Stored data START
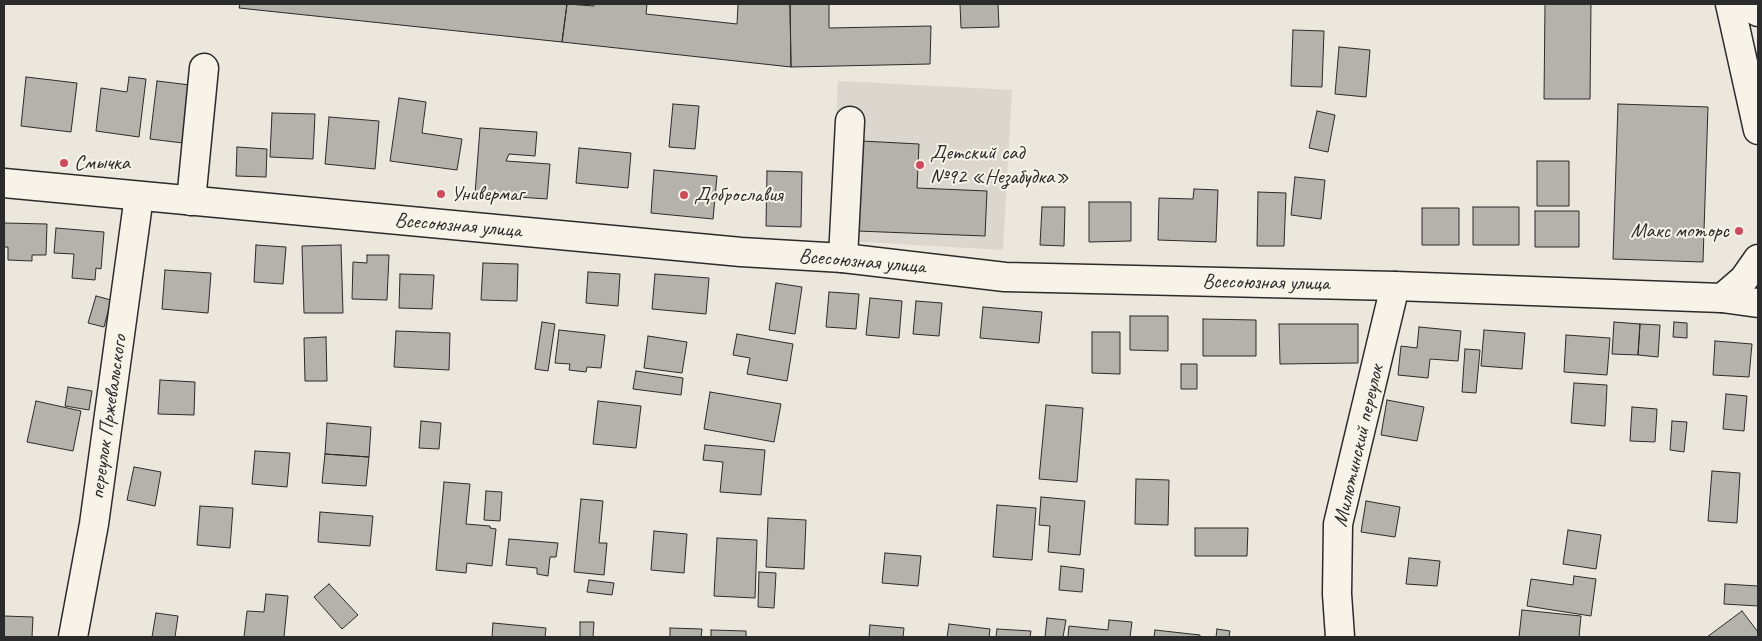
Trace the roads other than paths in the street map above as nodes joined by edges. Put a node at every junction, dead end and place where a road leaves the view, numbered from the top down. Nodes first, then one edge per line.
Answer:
1 (1730, 4) edge
2 (1756, 4) edge
3 (1758, 12) edge
4 (204, 68) dead end
5 (850, 122) dead end
6 (1758, 130) edge
7 (4, 183) edge
8 (139, 196) junction
9 (191, 201) junction
10 (843, 258) junction
11 (1758, 259) edge
12 (1396, 286) junction
13 (1758, 292) edge
14 (1722, 298) junction
15 (1758, 303) edge
16 (73, 637) edge
17 (1340, 637) edge

1 - 6 main road
2 - 3 main road
4 - 9 main road
5 - 10 main road
7 - 8 main road, Всесоюзная улица
8 - 9 main road, Всесоюзная улица
8 - 16 main road, переулок Пржевальского
9 - 10 main road, Всесоюзная улица
10 - 12 main road, Всесоюзная улица
11 - 14 main road
12 - 14 main road, Всесоюзная улица
12 - 17 main road, Милютинский переулок
13 - 14 main road, Всесоюзная улица
14 - 15 main road, Всесоюзная улица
Stored data END
■ **Work required**
An exact copy of every entry above is needed, minus the pictures.

■ **Response area**
Trace the roads other than paths in the street map above as nodes joined by edges. Put a node at every junction, dead end and place where a road leaves the view, numbered from the top down. Nodes first, then one edge per line.
Answer:
1 (1730, 4) edge
2 (1756, 4) edge
3 (1758, 12) edge
4 (204, 68) dead end
5 (850, 122) dead end
6 (1758, 130) edge
7 (4, 183) edge
8 (139, 196) junction
9 (191, 201) junction
10 (843, 258) junction
11 (1758, 259) edge
12 (1396, 286) junction
13 (1758, 292) edge
14 (1722, 298) junction
15 (1758, 303) edge
16 (73, 637) edge
17 (1340, 637) edge

1 - 6 main road
2 - 3 main road
4 - 9 main road
5 - 10 main road
7 - 8 main road, Всесоюзная улица
8 - 9 main road, Всесоюзная улица
8 - 16 main road, переулок Пржевальского
9 - 10 main road, Всесоюзная улица
10 - 12 main road, Всесоюзная улица
11 - 14 main road
12 - 14 main road, Всесоюзная улица
12 - 17 main road, Милютинский переулок
13 - 14 main road, Всесоюзная улица
14 - 15 main road, Всесоюзная улица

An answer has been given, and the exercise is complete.